WARNING: DO NOT just watch this, nod your head and go on with your life. These videos are short nuggets, but APPLYING them is infinitely more important. Take time to think about them, absorb them, look over the study questions, and think of just one way to apply them to your own situation.
- “I really should do that” is code for “actually, I’m not going to do it at all.”
- Feeling guilty doesn’t motivate you to change, it just makes you feel bad. True behavioral change is a result of triggers in our lives. e.g., a 10 year high school reunion, an old dress that doesn’t fit anymore, or a friend having a baby.
- How you describe yourself becomes your self-concept. “I want to do that, but I’m just really lazy.” Focus on getting one quick win to overcome this.
- Develop a mindset of abundance, not scarcity. e.g., “Instead of dropping sweets/carbs/T.V. completely, I’m going to give myself one cheat day a week and do whatever I want guilt free.”
- 4 steps to overcome guilt:
- Step 1: Acknowledge the guilt and examine it like a scientist.
- Step 2: Use the five-why technique. “Why am I actually doing this?”
- Step 3: Write it down.
- Step 4: Come back to this tomorrow and take action.

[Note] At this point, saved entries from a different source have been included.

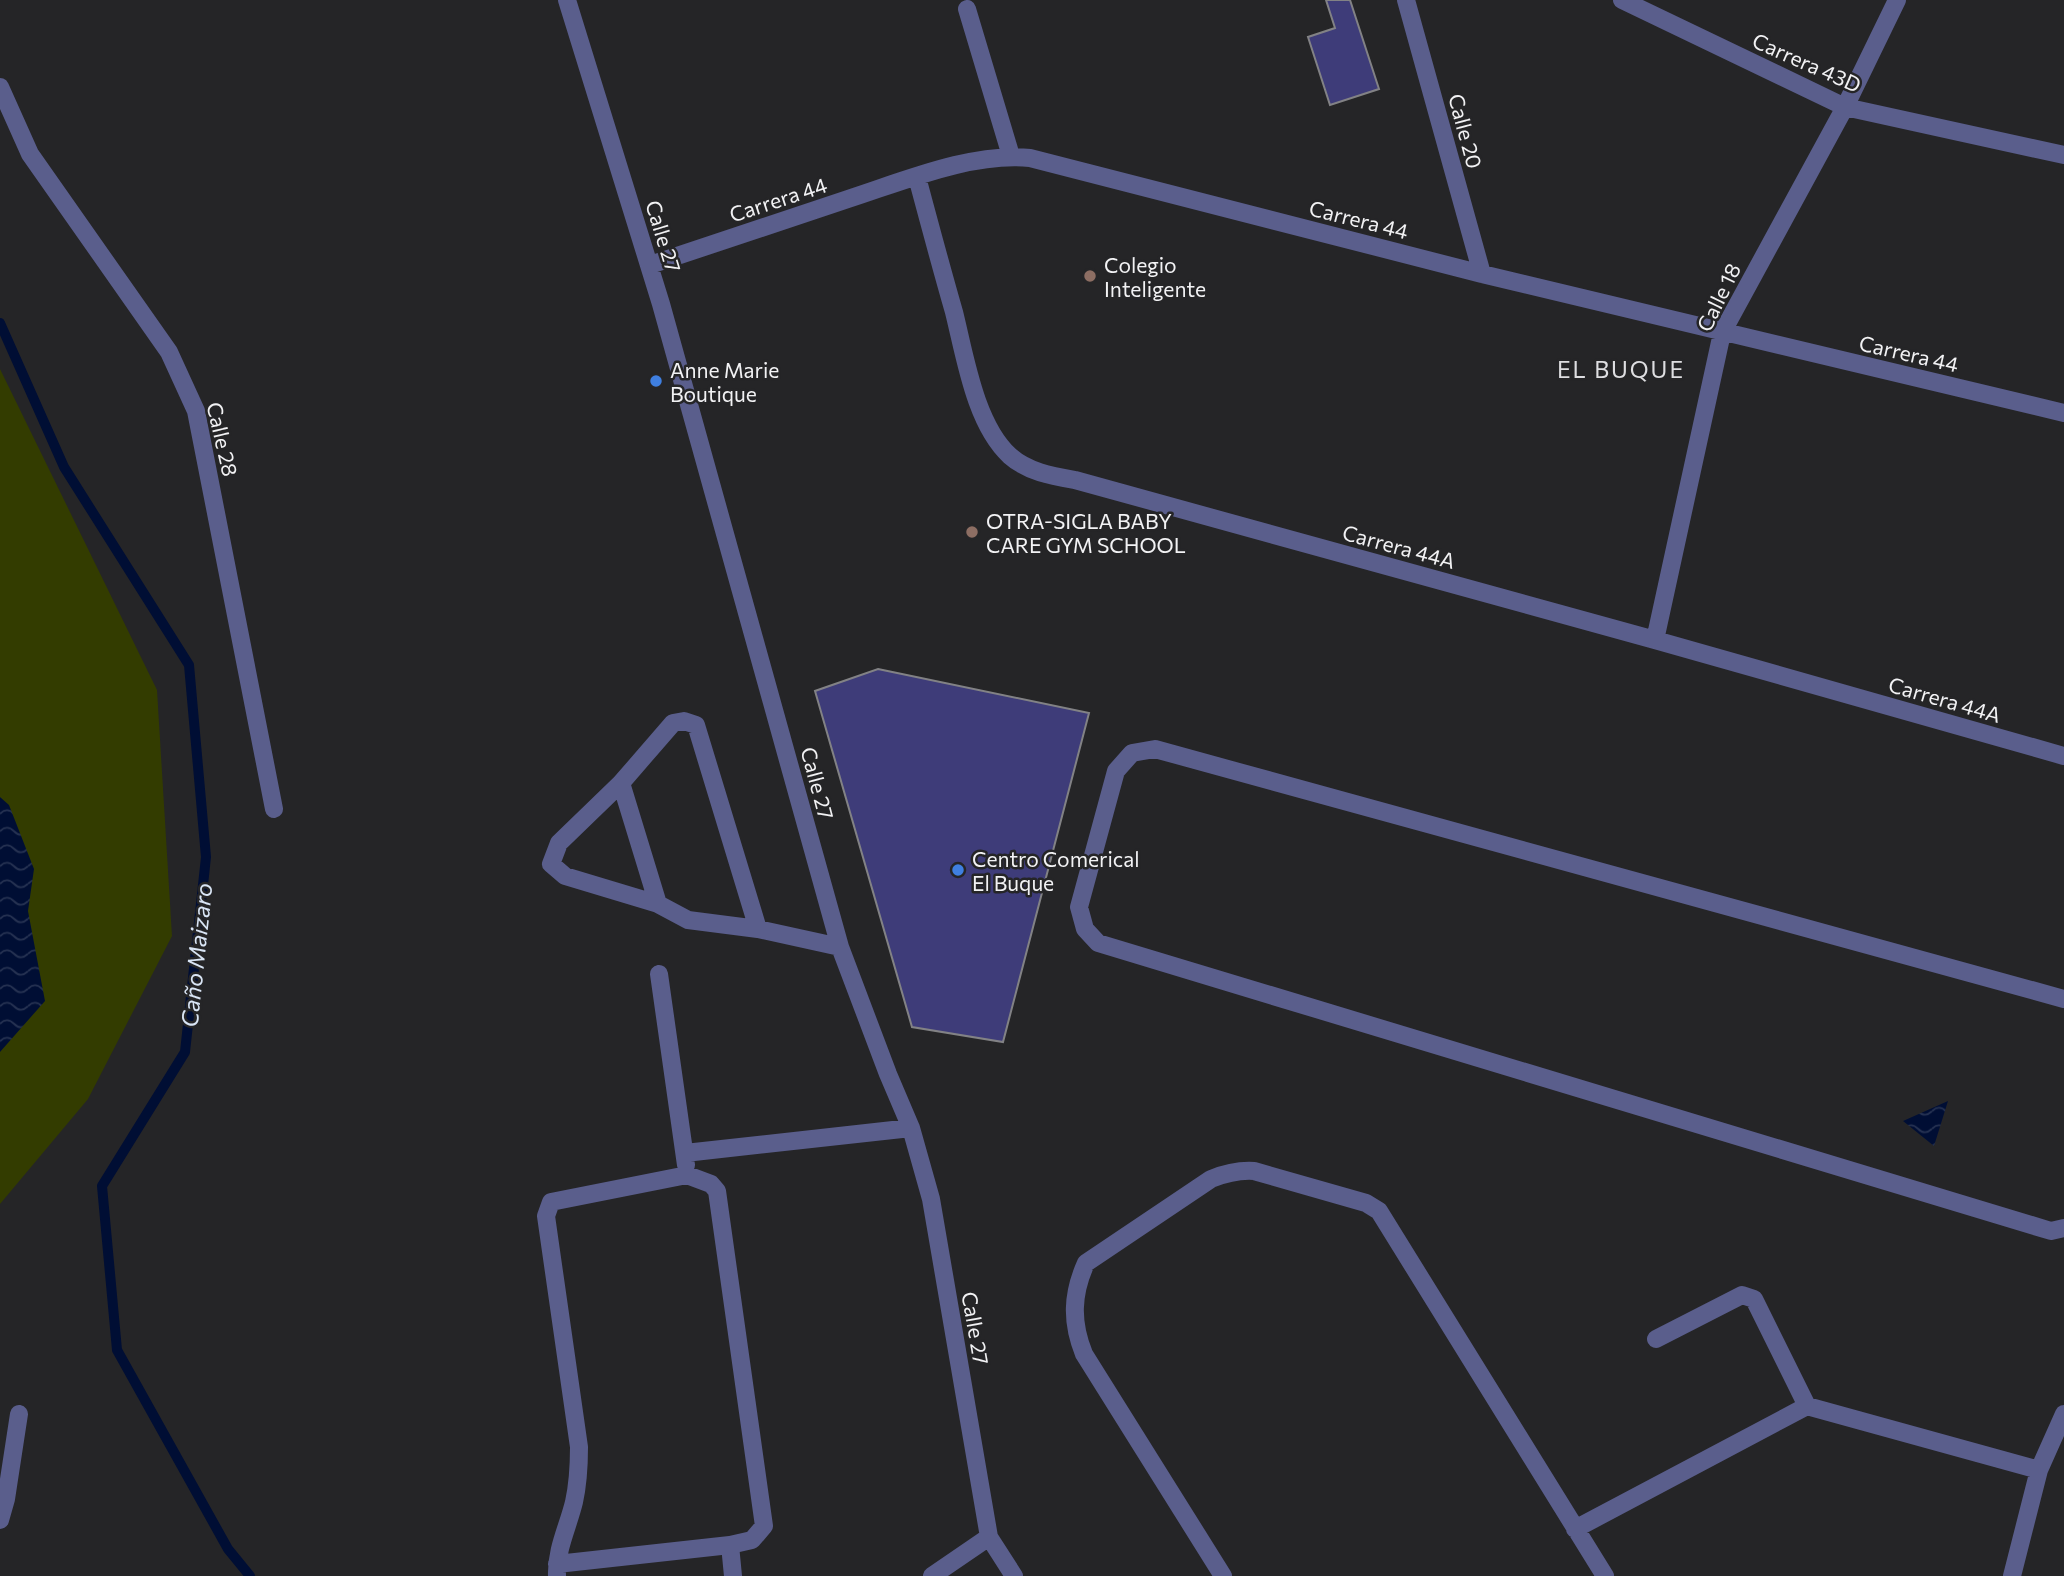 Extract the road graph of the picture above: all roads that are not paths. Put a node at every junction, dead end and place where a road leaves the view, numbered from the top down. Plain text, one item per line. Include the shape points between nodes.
1 (567, 0) edge
2 (1406, 0) edge
3 (1622, 0) edge
4 (1896, 0) edge
5 (967, 9) dead end
6 (0, 87) edge
7 (1845, 107) junction
8 (2064, 155) edge
9 (1011, 156) junction
10 (917, 177) junction
11 (650, 265) junction
12 (1482, 274) junction
13 (1722, 332) junction
14 (2064, 413) edge
15 (1655, 640) junction
16 (2064, 756) edge
17 (621, 783) junction
18 (274, 809) dead end
19 (658, 904) junction
20 (758, 929) junction
21 (840, 947) junction
22 (659, 974) dead end
23 (2064, 999) edge
24 (911, 1128) junction
25 (685, 1153) junction
26 (687, 1175) junction
27 (2064, 1228) edge
28 (1656, 1339) dead end
29 (1807, 1406) junction
30 (19, 1414) dead end
31 (2064, 1414) edge
32 (2039, 1470) junction
33 (0, 1520) edge
34 (1576, 1528) junction
35 (989, 1537) junction
36 (730, 1545) junction
37 (557, 1570) edge
38 (733, 1576) edge
39 (932, 1576) edge
40 (1014, 1576) edge
41 (1223, 1576) edge
42 (1605, 1576) edge
43 (2012, 1576) edge

1 - 11 street, Calle 27
2 - 12 street, Calle 20
3 - 7 street, Carrera 43D
4 - 7 street, Calle 18
5 - 9 street
6 - 18 street, Calle 28 via 30,154 169,352 196,411
7 - 8 street, Carrera 43D
7 - 13 street, Calle 18
9 - 10 street, Carrera 44
9 - 12 street, Carrera 44
10 - 11 street, Carrera 44
10 - 15 street, Carrera 44A via 978,404 999,444 1020,463 1049,475
11 - 21 street, Calle 27
12 - 13 street, Carrera 44
13 - 14 street, Carrera 44
13 - 15 street, Calle 18
15 - 16 street, Carrera 44A
17 - 19 street
17 - 19 street via 559,843 551,864 565,876
17 - 20 street via 673,723 684,720 696,725
19 - 20 street via 688,920
20 - 21 street
21 - 24 street, Calle 27
22 - 25 street
23 - 27 street via 1156,749 1132,753 1116,771 1079,907 1085,929 1098,943 2051,1231
24 - 25 street
24 - 35 street, Calle 27 via 931,1199
25 - 26 street
26 - 36 street via 716,1191 764,1526 752,1540
26 - 37 street via 566,1198 551,1202 548,1209 579,1447 579,1476 559,1546
28 - 29 street via 1742,1295 1754,1299
29 - 32 street
29 - 34 street
30 - 33 street
31 - 32 street
32 - 43 street
34 - 41 street via 1379,1211 1366,1203 1254,1171 1233,1172 1202,1184 1086,1263 1074,1308 1084,1353
34 - 42 street
35 - 39 street
35 - 40 street, Calle 27
36 - 37 street
36 - 38 street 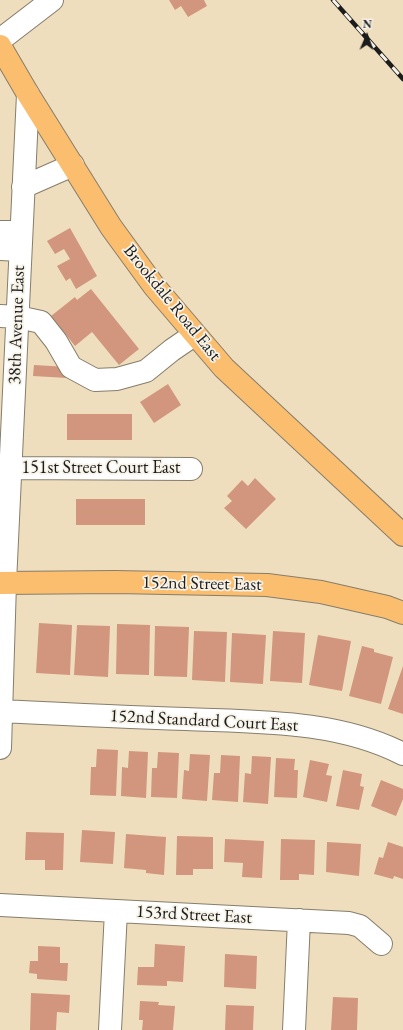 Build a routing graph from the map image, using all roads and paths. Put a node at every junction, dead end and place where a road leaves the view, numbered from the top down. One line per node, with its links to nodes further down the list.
1 (52, 0): 2 (street)
2 (0, 40)
3 (0, 46): 4 (main road, Brookdale Road East)
4 (28, 94): 5 (main road, Brookdale Road East); 6 (street, 38th Avenue East)
5 (73, 165): 6 (street); 9 (main road, Brookdale Road East)
6 (23, 187): 7 (street, 38th Avenue East)
7 (10, 241): 8 (street, 38th Avenue East)
8 (9, 316): 9 (street); 10 (street, 38th Avenue East)
9 (194, 335): 12 (main road, Brookdale Road East)
10 (11, 468): 11 (street, 151st Street Court East); 14 (street, 38th Avenue East)
11 (191, 469)
12 (396, 528): 13 (main road, Brookdale Road East)
13 (403, 551)
14 (3, 583): 15 (main road, 152nd Street East); 16 (street, 38th Avenue East)
15 (402, 607)
16 (2, 711): 17 (street, 38th Avenue East); 18 (street, 152nd Standard Court East)
17 (0, 748)
18 (403, 754)
19 (0, 905): 20 (street, 153rd Street East)
20 (116, 911): 21 (street, 153rd Street East); 23 (street)
21 (299, 920): 22 (street, 153rd Street East); 24 (street)
22 (381, 944)
23 (110, 1030)
24 (294, 1030) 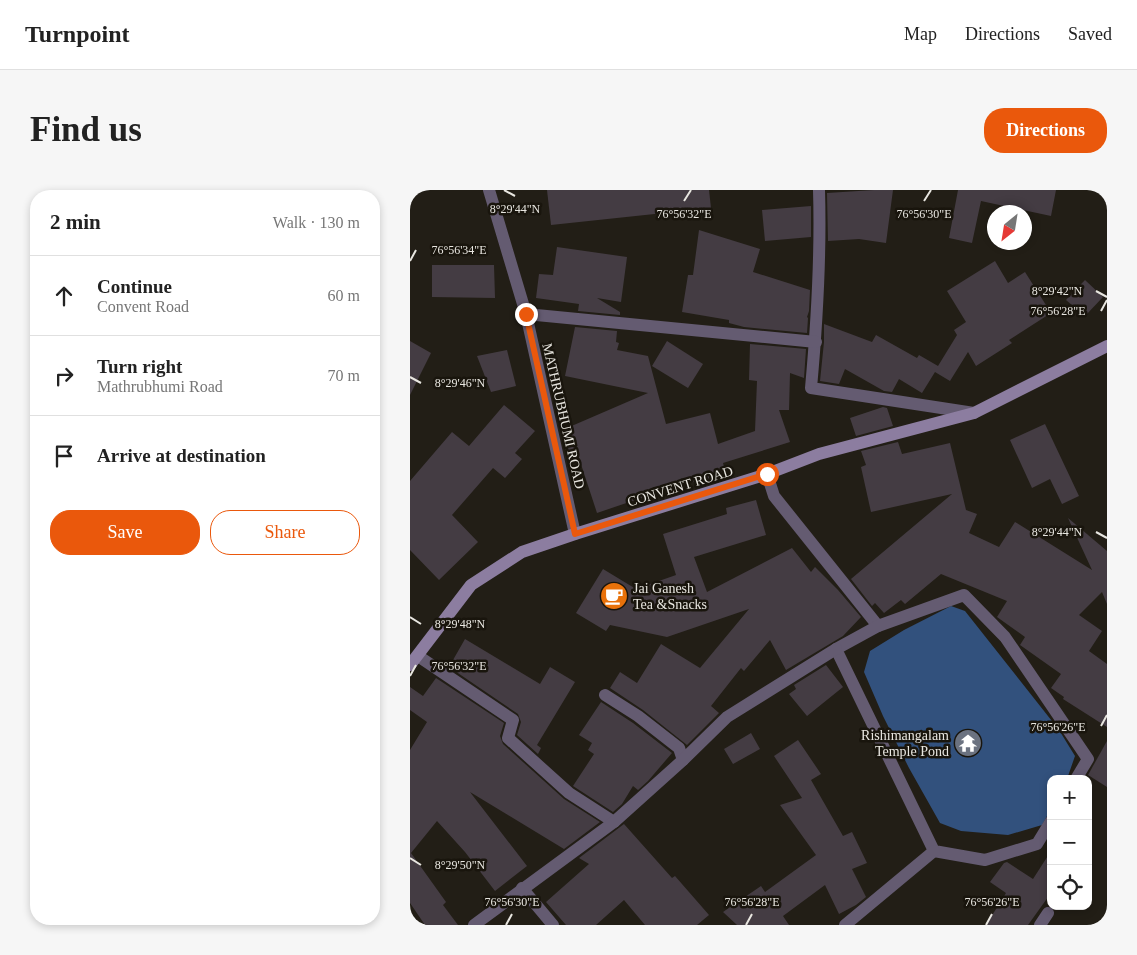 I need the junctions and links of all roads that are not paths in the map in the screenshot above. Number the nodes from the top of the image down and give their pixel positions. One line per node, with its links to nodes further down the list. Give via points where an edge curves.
1 (489, 190): 3 (street, MATHRUBHUMI ROAD)
2 (819, 190): 4 (street)
3 (526, 314): 4 (street); 8 (street, MATHRUBHUMI ROAD)
4 (816, 342): 6 (street, via 811,388)
5 (1107, 346): 6 (street, CONVENT ROAD)
6 (974, 414): 7 (street, CONVENT ROAD, via 819,454)
7 (767, 474): 8 (street, CONVENT ROAD); 9 (street, via 774,496)
8 (575, 534): 11 (street, CONVENT ROAD, via 522,552 471,585)
9 (878, 626): 10 (street); 14 (street, via 964,595 1005,636 1088,759)
10 (836, 649): 13 (street, via 726,717); 17 (street)
11 (414, 660): 15 (street, via 513,720 508,738 569,793)
12 (605, 695): 13 (street, via 679,748)
13 (683, 760): 15 (street)
14 (1078, 775)
15 (614, 822): 18 (street)
16 (1047, 828): 17 (street, via 1037,844 985,860)
17 (934, 851): 22 (street)
18 (522, 888): 20 (street); 21 (street)
19 (1048, 913): 23 (street)
20 (474, 925)
21 (553, 925)
22 (845, 925)
23 (1040, 925)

- What is one thing you are constantly feeling guilty about? Why aren’t you taking action? Is there a quick win that could help you overcome this in the next 48 hours? (E.g., “I know I should read more. I always say I’m going to get some book from the library, but I don’t end up doing it because their website says it is checked out. Tomorrow morning I will order three books from Amazon that look interesting.”)
- Think about an area of your life where you have developed a negative self-concept. How do you describe yourself? If a friend asked you about it, would you describe yourself in the same way or try to justify it? (This is a key indication of guilt.) What are the short and long term effects? (E.g., “I want to start running, but it’s hard to get motivated. I know I’m being lazy, but when my friends ask I say things like, ‘I’m so busy these days’ or ‘I need to get a new pair of shoes first.’ Short term I’m not reaching my goal of losing 10 lbs, and long term I’m starting to see myself as someone who doesn’t have an active lifestyle.”)
- Is there something you struggled with in the past and eventually accomplished? How did you do it? Instead of trying to duplicate that methodology, could you focus on the two or three steps that had the biggest impact?